### REQUIREMENT
Please give the data again in full, precisely as it is written.

### SOURCE INFORMATION
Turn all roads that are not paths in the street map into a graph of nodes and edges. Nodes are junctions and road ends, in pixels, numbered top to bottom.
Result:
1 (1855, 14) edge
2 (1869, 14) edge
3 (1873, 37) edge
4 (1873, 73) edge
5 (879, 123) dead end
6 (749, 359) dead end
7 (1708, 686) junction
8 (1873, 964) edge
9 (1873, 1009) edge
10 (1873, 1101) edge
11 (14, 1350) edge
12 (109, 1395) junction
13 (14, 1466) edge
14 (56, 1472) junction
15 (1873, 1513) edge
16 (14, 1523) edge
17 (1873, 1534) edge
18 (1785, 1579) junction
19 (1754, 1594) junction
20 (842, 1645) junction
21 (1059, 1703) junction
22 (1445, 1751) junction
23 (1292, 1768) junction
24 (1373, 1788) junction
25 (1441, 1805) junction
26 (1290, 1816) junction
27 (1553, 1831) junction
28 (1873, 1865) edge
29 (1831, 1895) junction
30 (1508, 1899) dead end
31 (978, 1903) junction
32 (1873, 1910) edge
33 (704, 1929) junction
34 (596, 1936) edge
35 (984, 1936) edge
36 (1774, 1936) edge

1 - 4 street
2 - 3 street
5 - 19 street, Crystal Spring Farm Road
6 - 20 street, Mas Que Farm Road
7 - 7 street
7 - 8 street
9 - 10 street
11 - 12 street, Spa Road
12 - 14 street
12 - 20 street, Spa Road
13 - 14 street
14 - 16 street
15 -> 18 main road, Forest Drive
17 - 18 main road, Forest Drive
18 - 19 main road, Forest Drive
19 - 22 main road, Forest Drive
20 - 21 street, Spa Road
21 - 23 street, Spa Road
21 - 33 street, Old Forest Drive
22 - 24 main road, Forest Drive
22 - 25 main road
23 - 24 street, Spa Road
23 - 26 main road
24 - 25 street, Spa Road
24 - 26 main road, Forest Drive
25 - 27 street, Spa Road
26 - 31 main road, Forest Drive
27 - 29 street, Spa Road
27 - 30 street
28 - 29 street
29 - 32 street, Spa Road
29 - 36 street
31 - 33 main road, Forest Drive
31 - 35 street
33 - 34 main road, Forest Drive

### SOLUTION TO THE EXERCISE
Turn all roads that are not paths in the street map into a graph of nodes and edges. Nodes are junctions and road ends, in pixels, numbered top to bottom.
Result:
1 (1855, 14) edge
2 (1869, 14) edge
3 (1873, 37) edge
4 (1873, 73) edge
5 (879, 123) dead end
6 (749, 359) dead end
7 (1708, 686) junction
8 (1873, 964) edge
9 (1873, 1009) edge
10 (1873, 1101) edge
11 (14, 1350) edge
12 (109, 1395) junction
13 (14, 1466) edge
14 (56, 1472) junction
15 (1873, 1513) edge
16 (14, 1523) edge
17 (1873, 1534) edge
18 (1785, 1579) junction
19 (1754, 1594) junction
20 (842, 1645) junction
21 (1059, 1703) junction
22 (1445, 1751) junction
23 (1292, 1768) junction
24 (1373, 1788) junction
25 (1441, 1805) junction
26 (1290, 1816) junction
27 (1553, 1831) junction
28 (1873, 1865) edge
29 (1831, 1895) junction
30 (1508, 1899) dead end
31 (978, 1903) junction
32 (1873, 1910) edge
33 (704, 1929) junction
34 (596, 1936) edge
35 (984, 1936) edge
36 (1774, 1936) edge

1 - 4 street
2 - 3 street
5 - 19 street, Crystal Spring Farm Road
6 - 20 street, Mas Que Farm Road
7 - 7 street
7 - 8 street
9 - 10 street
11 - 12 street, Spa Road
12 - 14 street
12 - 20 street, Spa Road
13 - 14 street
14 - 16 street
15 -> 18 main road, Forest Drive
17 - 18 main road, Forest Drive
18 - 19 main road, Forest Drive
19 - 22 main road, Forest Drive
20 - 21 street, Spa Road
21 - 23 street, Spa Road
21 - 33 street, Old Forest Drive
22 - 24 main road, Forest Drive
22 - 25 main road
23 - 24 street, Spa Road
23 - 26 main road
24 - 25 street, Spa Road
24 - 26 main road, Forest Drive
25 - 27 street, Spa Road
26 - 31 main road, Forest Drive
27 - 29 street, Spa Road
27 - 30 street
28 - 29 street
29 - 32 street, Spa Road
29 - 36 street
31 - 33 main road, Forest Drive
31 - 35 street
33 - 34 main road, Forest Drive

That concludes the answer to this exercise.